[What this task involves] From the entries, copy out every line in which the word "lane" is found.

Items from a data source
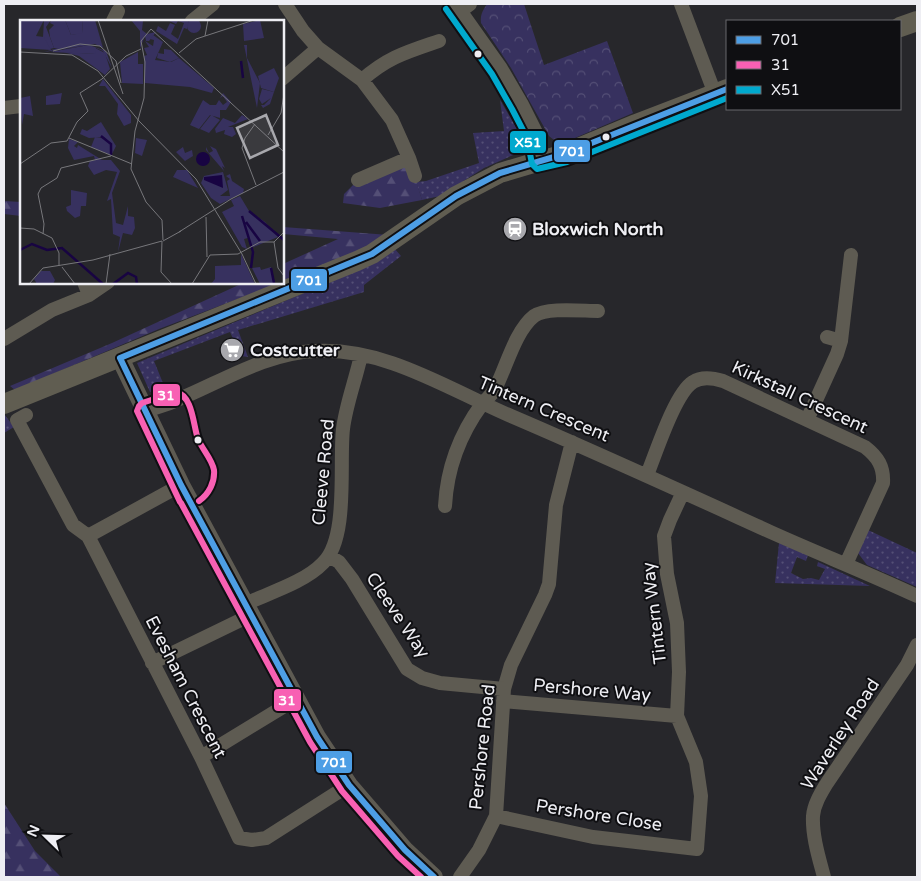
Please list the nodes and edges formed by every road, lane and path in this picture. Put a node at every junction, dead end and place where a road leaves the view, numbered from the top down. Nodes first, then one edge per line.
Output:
1 (213, 4) edge
2 (285, 4) edge
3 (681, 4) edge
4 (461, 6) edge
5 (193, 20) edge
6 (917, 21) edge
7 (901, 27) edge
8 (439, 41) dead end
9 (318, 48) junction
10 (284, 77) edge
11 (362, 80) junction
12 (721, 92) edge
13 (20, 106) edge
14 (4, 108) edge
15 (409, 158) junction
16 (540, 161) junction
17 (414, 176) dead end
18 (358, 180) dead end
19 (851, 255) dead end
20 (102, 284) edge
21 (87, 289) edge
22 (598, 311) dead end
23 (826, 337) dead end
24 (4, 339) edge
25 (841, 341) junction
26 (361, 354) junction
27 (120, 358) junction
28 (4, 404) edge
29 (482, 404) junction
30 (146, 411) junction
31 (26, 415) dead end
32 (807, 420) junction
33 (572, 442) junction
34 (647, 475) junction
35 (181, 485) junction
36 (683, 492) junction
37 (445, 506) dead end
38 (88, 536) junction
39 (330, 556) junction
40 (846, 564) junction
41 (917, 596) edge
42 (248, 609) junction
43 (917, 645) edge
44 (152, 663) junction
45 (503, 695) junction
46 (296, 699) junction
47 (677, 716) junction
48 (201, 757) junction
49 (349, 785) junction
50 (496, 816) junction
51 (697, 849) joint
52 (434, 877) edge
53 (460, 877) edge
54 (824, 877) edge

1 - 5 street
2 - 9 street
3 - 12 street
4 - 16 street
6 - 7 main road
8 - 11 street
9 - 10 street
9 - 11 street
11 - 15 street
12 - 16 main road
13 - 14 street
15 - 17 street
15 - 18 street
16 - 27 main road
19 - 25 street
20 - 21 street
21 - 24 street
22 - 29 street
23 - 25 street
25 - 32 street
26 - 29 street, Tintern Crescent
26 - 30 street, Tintern Crescent
26 - 39 street, Cleeve Road
27 - 28 main road
27 - 30 street
29 - 33 street, Tintern Crescent
29 - 37 street
30 - 35 street
31 - 38 street
32 - 34 street, Kirkstall Crescent
32 - 40 street, Kirkstall Crescent
33 - 34 street, Tintern Crescent
33 - 45 street, Pershore Road
34 - 36 street, Tintern Crescent
35 - 38 street
35 - 42 street
36 - 40 street, Tintern Crescent
36 - 47 street, Tintern Way
38 - 44 street, Evesham Crescent
39 - 42 street
39 - 45 street, Cleeve Way
40 - 41 street, Tintern Crescent
42 - 44 street
42 - 46 street
43 - 54 street, Waverley Road
44 - 48 street, Evesham Crescent
45 - 47 street, Pershore Way
45 - 50 street, Pershore Road
46 - 48 street
46 - 49 street
47 - 51 street, Tintern Way
48 - 49 street, Evesham Crescent
49 - 52 street
50 - 51 street, Pershore Close
50 - 53 street, Pershore Road

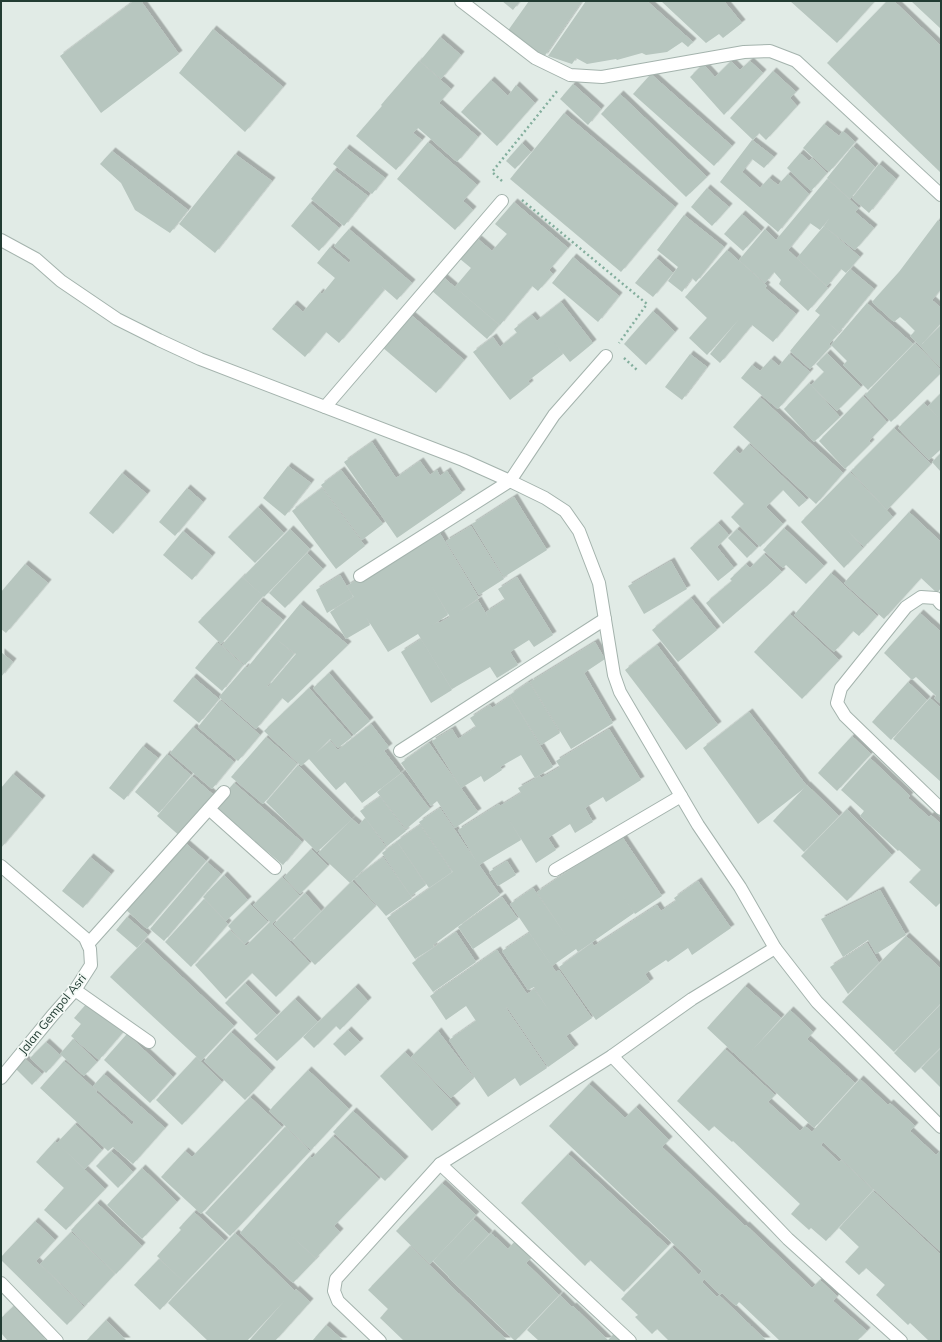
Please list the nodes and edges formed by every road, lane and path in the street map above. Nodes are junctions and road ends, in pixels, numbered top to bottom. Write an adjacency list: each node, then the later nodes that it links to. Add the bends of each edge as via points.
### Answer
1 (461, 1): 2 (street, via 535,58)
2 (570, 76): 3 (path, via 492,172); 4 (street, via 602,77 744,52 770,51 796,61)
3 (503, 182)
4 (941, 195)
5 (519, 197): 8 (path, via 647,304)
6 (502, 201): 11 (street)
7 (1, 240): 11 (street, via 36,259 61,281 117,319 200,359)
8 (610, 352): 12 (street, via 554,415)
9 (620, 354): 10 (path)
10 (638, 370)
11 (325, 407): 12 (street, via 463,460)
12 (510, 481): 13 (street); 15 (street, via 565,511 572,519 599,583)
13 (360, 576)
14 (941, 604): 20 (street, via 936,598 921,597 906,607 841,688 837,703 845,716)
15 (605, 619): 16 (street); 18 (street, via 614,675 620,692)
16 (400, 751)
17 (224, 792): 19 (street)
18 (681, 796): 23 (street); 25 (street, via 740,887)
19 (209, 809): 22 (street); 24 (street)
20 (941, 809)
21 (1, 866): 24 (street, via 85,938)
22 (275, 868)
23 (555, 870)
24 (88, 944): 26 (street, Jalan Gempol Asri, via 91,964)
25 (775, 948): 28 (street, via 692,1000); 30 (street, via 817,1002)
26 (75, 990): 27 (street); 29 (street, Jalan Gempol Asri)
27 (149, 1042)
28 (612, 1056): 31 (street); 36 (street, via 788,1239)
29 (1, 1078)
30 (941, 1127)
31 (440, 1164): 34 (street, via 336,1279 334,1291 338,1301); 35 (street)
32 (1, 1283): 33 (street)
33 (57, 1341)
34 (380, 1341)
35 (630, 1341)
36 (901, 1341)

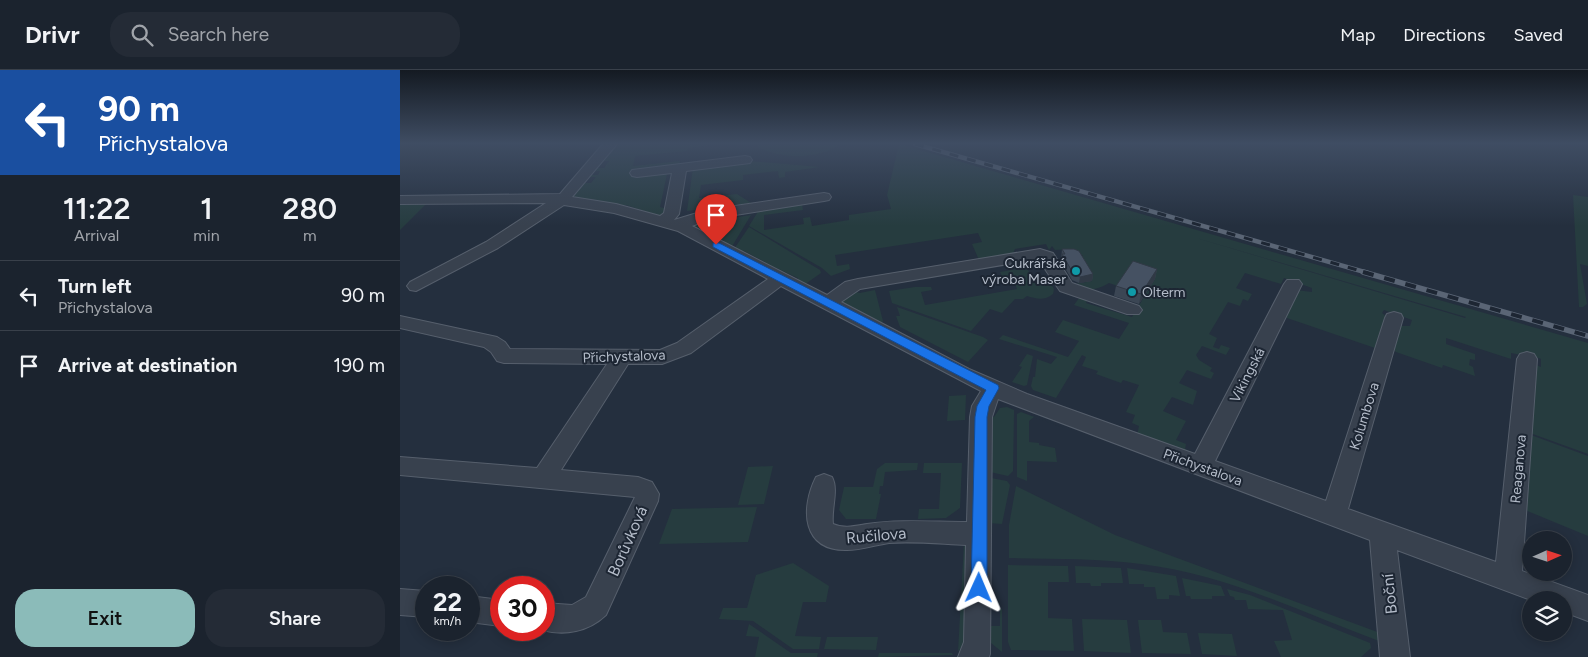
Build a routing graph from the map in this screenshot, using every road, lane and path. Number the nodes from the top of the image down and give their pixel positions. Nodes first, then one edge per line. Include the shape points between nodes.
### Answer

[Answer to this exercise]
Please list the nodes and edges formed by every road, lane and path in this picture. Put a node at every junction, dead end and place where a road leaves the view, numbered from the top down. Nodes first, then one edge per line.
Please list the nodes and edges formed by every road, lane and path in the street map above. Nodes are junctions and road ends, in pixels, numbered top to bottom. Write an adjacency list: each node, then the later nodes that it links to. Add the bends of each edge as via points.
Build a routing graph from the map in this screenshot, using every road, lane and path. Number the nodes from the top of the image down and give their pixel positions. Nodes first, then one edge per line. Include the shape points between nodes.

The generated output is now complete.